**Activity**: Repeat the lines below exactly as written, please, from the line with "M82,124H114" to the line with "M95,264C103,263 110,262 118,258C135,251", both lines included, and no others.

##### Records provided

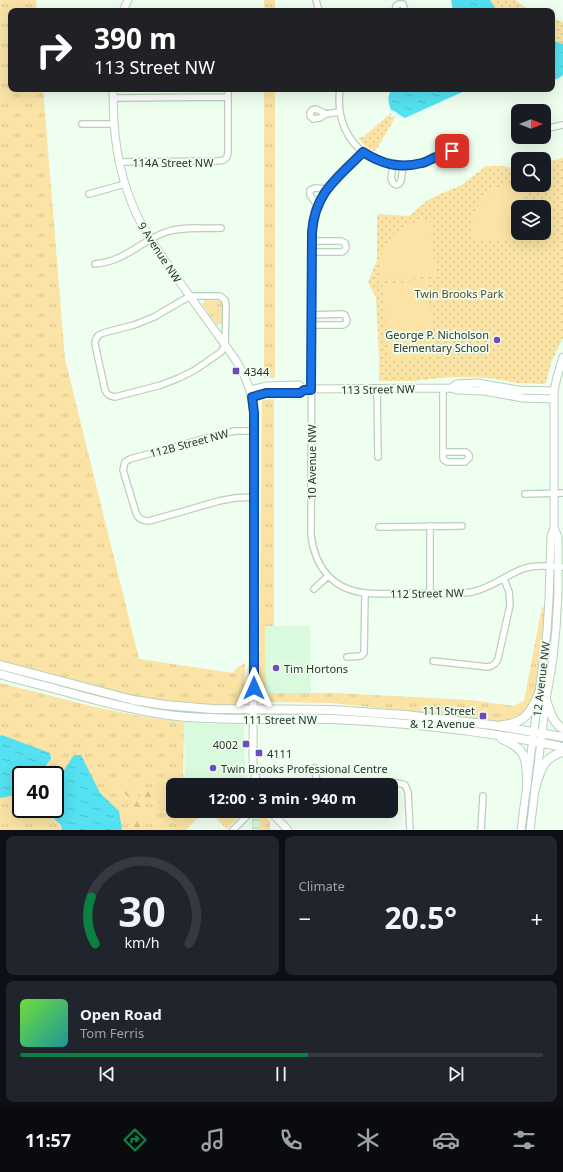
<!DOCTYPE html>
<meta charset="utf-8">
<style>
body{margin:0;font-family:"Noto Sans",sans-serif;background:#20242c;color:#f1f3f6;height:100vh;display:flex;flex-direction:column;font-size:15px;white-space:nowrap}
*{box-sizing:border-box;margin:0}
p{font-size:13px;color:#9ea1a6}
.icon{flex:none;width:22px;height:22px;fill:none;stroke:currentColor;stroke-width:2;stroke-linecap:round;stroke-linejoin:round}
.map{position:relative;height:830px;overflow:hidden}
.panel{display:flex;flex-direction:column;gap:6px;padding:6px;background:#0d0f14;flex:1}
.panel>*{flex:none}
.banner{position:absolute;left:8px;top:8px;width:547px;height:84px;border-radius:8px;box-shadow:0 4px 16px #0002;background:#202124;color:#fff;overflow:hidden}
.needle{width:26px;rotate:90deg}
.controls{position:absolute;left:511px;top:104px;display:grid;gap:8px}
.controls a{display:grid;place-items:center;width:40px;height:40px;border-radius:8px;background:#171b24;box-shadow:0 4px 16px #0002;font-size:20px}
.speed{position:absolute;left:12px;top:766px;display:flex;gap:8px;font-size:20px;font-weight:700;text-align:center}
.speed>*{display:grid;place-content:center;width:52px;height:52px;border-radius:50%;background:#171b24;box-shadow:0 4px 16px #0002;line-height:1}
.speed .limit{border:2px solid #111;border-radius:6px;background:#fff;color:#111}
.pin{position:absolute;display:grid;place-items:center;width:34px;height:34px;color:#fff;margin:-17px;border-radius:8px;box-shadow:0 2px 6px #0006}
.me{position:absolute;width:44px;margin:-22px;rotate:0deg;stroke-linejoin:round;filter:drop-shadow(0 0 3px #0008)}
.turn{display:flex;align-items:center;gap:14px;height:84px;padding:0 20px;font-size:18px}
.turn .icon{width:52px;height:52px;stroke-width:2.5}
.turn b{display:block;font-size:28px;line-height:34px}
.big{font-size:30px;font-weight:700;line-height:1.1}
.panel .card{flex:1;display:flex;flex-direction:column;justify-content:center;gap:6px;min-width:0;padding:0 14px;border-radius:8px;background:#20242c}
.panel .dial{align-items:center;gap:0}
.dial svg{height:104px;overflow:visible;fill:none;stroke:#363941;stroke-width:7;stroke-linecap:round;text-anchor:middle}
.dial text{fill:#f1f3f6;stroke:none}
.song{display:flex;align-items:center;gap:12px}
.cover{width:48px;height:48px;border-radius:6px;background:linear-gradient(135deg,hsl(100 70% 55%),hsl(180 70% 35%))}
.played{height:4px;border-radius:2px;background:linear-gradient(90deg,#0b8043 55%,#363941 55%)}
.keys{display:flex;justify-content:space-around;direction:ltr}
.heat{display:flex;justify-content:space-between;align-items:center;font-size:22px;direction:ltr}
.panel .tiles{flex:1;display:grid;gap:6px;grid-template-columns:1fr 1fr}
.card:last-child{grid-column:span 2}
.trip{position:absolute;left:166px;top:778px;width:232px;height:40px;border-radius:8px;background:#171b24;box-shadow:0 4px 16px #0002;font-weight:700;line-height:40px;text-align:center}
.tabs{display:flex;height:64px;justify-content:space-around;align-items:center;background:#090b0e;color:#9ea1a6}
.tabs .icon{width:28px;height:28px}
.tabs .current{color:#0b8043}
.tabs b{font-size:18px;color:#f1f3f6}
.map>svg:first-child{display:block}
.built{fill:#d9fadc}
.industrial{fill:url(#industrial-grid)}
.grass{fill:url(#grass-tufts);fill-rule:evenodd}
.forest{fill:url(#forest-firs)}
.park{fill:url(#park-dots);fill-rule:evenodd}
.pitch{fill:#fae3a5}
.water{fill:url(#water-ripples)}
.lines{fill:none;stroke-linecap:round;stroke-linejoin:round}
.minor-casing{stroke:#b7d1ba;stroke-width:8}
.tertiary-casing{stroke:#b7d1ba;stroke-width:9}
.secondary-casing{stroke:#b7d1ba;stroke-width:10}
.minor{stroke:#fff;stroke-width:5.5}
.tertiary{stroke:#fff;stroke-width:7}
.secondary{stroke:#fff;stroke-width:8}
.route-casing{stroke:#114b97;stroke-width:10}
.route{stroke:#1a73e8;stroke-width:7}
.poi-dot{fill:#6d4ac2;stroke:#eefeef;stroke-width:1.5}
.labels{text-anchor:middle;dominant-baseline:central;stroke-width:3.5;stroke-linejoin:round;paint-order:stroke}
.street-label{font-size:11px;fill:#2a352c;stroke:#eefeef}
.park-label{font-size:11px;fill:#574921;stroke:#eefeef}
.poi-label{font-size:11px;fill:#2a352c;stroke:#eefeef;text-anchor:start}
</style>
<div class="map">
<svg width="563" height="830" viewBox="0 0 563 830">
<defs>
<pattern id="industrial-grid" width="8" height="8" patternUnits="userSpaceOnUse"><rect width="8" height="8" fill="#d9fadc"/><path d="M0 4h8M4 0v8" fill="none" stroke="#bad7bd"/></pattern>
<pattern id="grass-tufts" width="24" height="20" patternUnits="userSpaceOnUse"><rect width="24" height="20" fill="#fae3a5"/><path d="M3 7l-1-3M5 7V3M7 7l1-3M15 17l-1-3M17 17v-4M19 17l1-3" fill="none" stroke="#d6c38e"/></pattern>
<pattern id="forest-firs" width="22" height="20" patternUnits="userSpaceOnUse"><rect width="22" height="20" fill="#fae3a5"/><path d="M5 1l3.5 6h-7zM16 11l3.5 6h-7z" fill="#d6c38e"/></pattern>
<pattern id="park-dots" width="8" height="8" patternUnits="userSpaceOnUse"><rect width="8" height="8" fill="#fae3a5"/><path d="M2 2h.1M6 6h.1" fill="none" stroke="#d6c38e" stroke-width="1.8" stroke-linecap="round"/></pattern>
<pattern id="water-ripples" width="26" height="14" patternUnits="userSpaceOnUse"><rect width="26" height="14" fill="#54e1f1"/><path d="M2 4q2-2 4 0t4 0M15 11q2-2 4 0t4 0" fill="none" stroke="#49c2cf"/></pattern>
</defs>
<rect width="100%" height="100%" fill="#eefeef"/>
<path class="built" d="M265,626H310L311,693H266Z
M184,722L215,724H245L244,727L245,770L248,785H185Z"/>
<path class="industrial" d="M259,813V830H252V819Z"/>
<path class="grass" d="M0,0H36L37,11H11V89H43L65,359L139,659L233,673L237,668L245,663L244,706L179,703L135,697L39,670L0,661Z
M264,0H275V11H264Z
M264,89H275V378H264Z
M205,300L224,301L222,323L217,325L202,304Z
M274,399V626H265L266,693H335L471,700L513,706L524,701L542,606L546,611L537,685L529,709L521,718L510,721H493L436,714L331,703L267,702L259,696L262,401L264,400Z
M0,683C60,698 122,716 184,722L183,785H173V811H205L186,830H0ZM21,775H55V809H21Z
M229,811H245L227,829L213,815Z
M263,812L270,822V830H259V813Z"/>
<path class="forest" d="M127,780C142,789 141,815 143,830H135L130,798L124,793L122,785Z
M169,784H173L174,785H173V803L143,802L141,787L162,788Z"/>
<path class="park" d="M490,0H515L531,11H495V8Z
M552,18L563,22V44L552,40Z
M391,113L392,115L390,117L392,118L393,116L395,117V118L378,147L374,151L366,147L358,138L363,137Z
M563,158V338L552,360L546,383L545,384L518,383L489,378L473,377H449L414,381H379V355L376,298L368,282L377,260V214L409,216L428,200L440,194L462,185L486,166H504L518,170V185H544V163ZM518,207H544V233H518Z"/>
<path class="pitch" d="M510,183H518V185H525V207H518V233H525V239H471V224L475,210L484,197L495,188Z
M430,220L436,276L381,280C381,276 380,270 380,265C381,245 396,227 415,222C419,220 425,220 430,220Z
M427,280L435,355L390,360L382,285Z"/>
<path class="water" d="M451,0H490L495,8V11H453Z
M552,40L563,44V75L559,78L552,81Z
M392,89H469L405,118C399,116 397,111 391,110C388,102 387,96 392,89Z
M2,735L50,753L51,759L38,775H21V794L0,798V736Z
M74,755H81L100,793L119,811L122,830H62L61,825L44,809H55V784Z"/>
<g class="lines">
<g class="minor-casing">
<path id="minor" d="M316,0L319,11
M395,11L396,6L399,4H403L405,11
M340,89C332,147 385,182 437,157
M113,98L228,97
M316,109L326,114L320,118L313,119L310,116V113L312,110Z
M326,114L339,112
M82,124H114
M544,129L563,125
M516,132H518
M445,147H449L451,150V153L450,155L446,157H437L442,148Z
M363,152C338,177 319,188 312,226L311,535C315,567 332,589 365,593C380,595 396,593 411,593C431,593 452,595 472,592C491,588 503,577 520,570C533,564 549,566 563,567
M119,162L218,161L224,160L227,157L228,152V89
M393,165L391,178L393,183L396,185L399,184L401,181L403,166
M89,194L125,184
M317,205L310,195V190L315,188L327,189
M311,241H341L345,243L346,247L345,250L342,252H311
M95,264C103,263 110,262 118,258C135,251 148,238 166,232C183,226 204,229 221,228
M190,296H220L225,300L226,306L225,345L221,352L195,370L179,378L161,385L115,397C110,396 107,395 105,390L95,344C95,339 97,335 103,333L134,325L154,317Z
M311,315L342,314L345,315L347,320L346,323L343,325H311
M443,388V458L444,460L447,462H465L469,458V455L466,452H443
M377,389L378,457
M254,431H235L221,434L130,459L125,462L123,470L136,513C138,519 142,521 149,521L219,501L235,498L254,497
M525,494L563,493
M430,526V593
M379,527L462,526
M314,589L328,576
M347,657L361,656L364,653L365,593
M433,661L488,667C493,666 496,664 498,659L510,605L509,592L504,579
M315,768L316,779L320,782L398,783L405,785L408,792L410,830
M233,830L252,811
M481,830L483,796"/>
</g>
<g class="tertiary-casing">
<path id="tertiary" d="M123,11L128,0
M113,89C113,133 117,170 135,211C144,231 157,249 170,268C192,300 215,330 237,362C247,379 253,394 254,413L253,764L257,785
M451,388L457,384L477,383L518,390L554,391
M250,390L267,386L299,385L304,389
M252,397L266,393H300L304,389L451,388L457,390L484,391L523,398L554,399
M270,811L288,830
M521,830L547,631L549,599L551,536L554,528
M530,830L546,700L553,659L556,628L558,593V537L554,528V391L557,377L563,357"/>
</g>
<g class="secondary-casing">
<path id="secondary" d="M0,665L133,700L165,705L212,709L331,710L405,715L492,725L563,737
M0,674C28,682 57,689 85,697C115,705 146,713 177,716C228,721 280,718 331,719C409,722 487,731 563,747
M546,700C550,711 552,722 563,729
M503,725C525,723 531,712 539,693
M502,739C526,749 527,758 527,783
M535,789C540,771 543,757 563,752"/>
</g>
<use href="#minor" class="minor"/>
<use href="#tertiary" class="tertiary"/>
<use href="#secondary" class="secondary"/>
</g>
<g class="lines">
<g class="route-casing">
<path id="route" d="M254,688V413L252,397L266,393H300L304,390H311L312,232C315,192 337,179 363,152C382,164 399,169 422,163C427,162 431,159 436,157C443,155 450,160 452,151"/>
</g>
<use href="#route" class="route"/>
</g>
<g class="poi-dot">
<circle cx="497" cy="340" r="4"/>
<rect x="232" y="367" width="8" height="8" rx="2"/>
<circle cx="276" cy="668" r="4"/>
<rect x="479" y="712" width="8" height="8" rx="2"/>
<rect x="242" y="740" width="8" height="8" rx="2"/>
<rect x="255" y="749" width="8" height="8" rx="2"/>
<circle cx="213" cy="768" r="4"/>
</g>
<g class="labels">
<g class="street-label">
<text x="173" y="162">114A Street NW</text>
<text transform="translate(160 252) rotate(57)">9 Avenue NW</text>
<text transform="translate(378 389) rotate(-1)">113 Street NW</text>
<text transform="translate(189 443) rotate(-15)">112B Street NW</text>
<text transform="translate(311 462) rotate(-90)">10 Avenue NW</text>
<text transform="translate(427 593) rotate(-1)">112 Street NW</text>
<text transform="translate(541 679) rotate(-83)">12 Avenue NW</text>
<text x="280" y="719">111 Street NW</text>
</g>
<g class="park-label">
<text x="459" y="293">Twin Brooks Park</text>
</g>
<g class="poi-label">
<text x="489" y="334" text-anchor="end">George P. Nicholson<tspan x="489" dy="13">Elementary School</tspan></text>
<text x="244" y="371">4344</text>
<text x="284" y="668">Tim Hortons</text>
<text x="475" y="710" text-anchor="end">111 Street<tspan x="475" dy="13">&amp; 12 Avenue</tspan></text>
<text x="238" y="744" text-anchor="end">4002</text>
<text x="267" y="753">4111</text>
<text x="221" y="768">Twin Brooks Professional Centre</text>
</g>
</g>
</svg>
<div class="controls">
<a><svg class="needle" viewBox="-14 -14 28 28"><path d="M0-13l5 13h-10z" fill="#e53935"/><path d="M0 13l5-13h-10z" fill="#9ea1a6"/></svg></a>
<a><svg class="icon" aria-label="search" viewBox="0 0 24 24"><circle cx="10" cy="10" r="6"/><path d="M15 15l6 6"/></svg></a>
<a><svg class="icon" aria-label="layers" viewBox="0 0 24 24"><path d="M12 4l9 5-9 5-9-5zM3 14l9 5 9-5"/></svg></a>
</div>
<div class="speed"><div class="limit">40</div></div>
<div class="pin" style="left:452px;top:151px;background:#d93025"><svg class="icon" aria-label="arrive" viewBox="0 0 24 24"><path d="M6 21V4h12l-3 4 3 4H6"/></svg></div>
<svg class="me" style="left:254px;top:688px" viewBox="-20 -20 40 40"><path d="M0-17L14 15 0 8-14 15z" fill="#1a73e8" stroke="#fff" stroke-width="4"/></svg>
<div class="trip">12:00 · 3 min · 940 m</div>
<div class="banner">
<div class="turn"><svg class="icon" aria-label="right" viewBox="0 0 24 24"><path d="M7 20v-9h11M14 6l5 5-5 5"/></svg><div><b>390 m</b>113 Street NW</div></div>
</div>
</div>
<section class="panel">
<div class="tiles">
<div class="card dial"><svg viewBox="0 0 100 80">
<path d="M14 69A42 42 0 1 1 86 69"/>
<path d="M14 69A42 42 0 0 1 11 33" stroke="#0b8043"/>
<text x="50" y="56" font-size="32" font-weight="700">30</text>
<text x="50" y="72" font-size="11">km/h</text>
</svg></div>
<div class="card"><p>Climate</p>
<div class="heat"><a>−</a><b class="big">20.5°</b><a>+</a></div>
</div>
<div class="card">
<div class="song"><i class="cover"></i><div><b>Open Road</b><p>Tom Ferris</p></div></div>
<div class="played"></div>
<div class="keys"><svg class="icon" aria-label="previous" viewBox="0 0 24 24"><path d="M18 5L8 12l10 7zM5 5v14"/></svg><svg class="icon" aria-label="pause" viewBox="0 0 24 24"><path d="M8 5v14M16 5v14"/></svg><svg class="icon" aria-label="next" viewBox="0 0 24 24"><path d="M6 5l10 7-10 7zM19 5v14"/></svg></div>
</div>
</div>
</section>
<nav class="tabs">
<b>11:57</b>
<svg class="icon current" aria-label="directions" viewBox="0 0 24 24"><path d="M12 3l9 9-9 9-9-9zM9 14v-3h6M13 9l2 2-2 2"/></svg>
<svg class="icon" aria-label="music" viewBox="0 0 24 24"><path d="M9 18V5l10-2v13"/><circle cx="6" cy="18" r="3"/><circle cx="16" cy="16" r="3"/></svg>
<svg class="icon" aria-label="phone" viewBox="0 0 24 24"><path d="M5 4h4l2 5-3 2q2 4 5 5l2-3 5 2v4C11 20 4 13 5 4z"/></svg>
<svg class="icon" aria-label="climate" viewBox="0 0 24 24"><path d="M12 3v18M4 7l16 10M4 17L20 7"/></svg>
<svg class="icon" aria-label="car" viewBox="0 0 24 24"><path d="M5 17H2v-5l4-1 3-4h7l3 4 3 1v5h-3M9 17h6M6 11h13"/><circle cx="7" cy="17" r="2"/><circle cx="17" cy="17" r="2"/></svg>
<svg class="icon" aria-label="filters" viewBox="0 0 24 24"><path d="M4 7h16M4 17h16"/><circle cx="9" cy="7" r="2"/><circle cx="15" cy="17" r="2"/></svg>
</nav>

##########

**Completed exercise**:
M82,124H114
M544,129L563,125
M516,132H518
M445,147H449L451,150V153L450,155L446,157H437L442,148Z
M363,152C338,177 319,188 312,226L311,535C315,567 332,589 365,593C380,595 396,593 411,593C431,593 452,595 472,592C491,588 503,577 520,570C533,564 549,566 563,567
M119,162L218,161L224,160L227,157L228,152V89
M393,165L391,178L393,183L396,185L399,184L401,181L403,166
M89,194L125,184
M317,205L310,195V190L315,188L327,189
M311,241H341L345,243L346,247L345,250L342,252H311
M95,264C103,263 110,262 118,258C135,251 148,238 166,232C183,226 204,229 221,228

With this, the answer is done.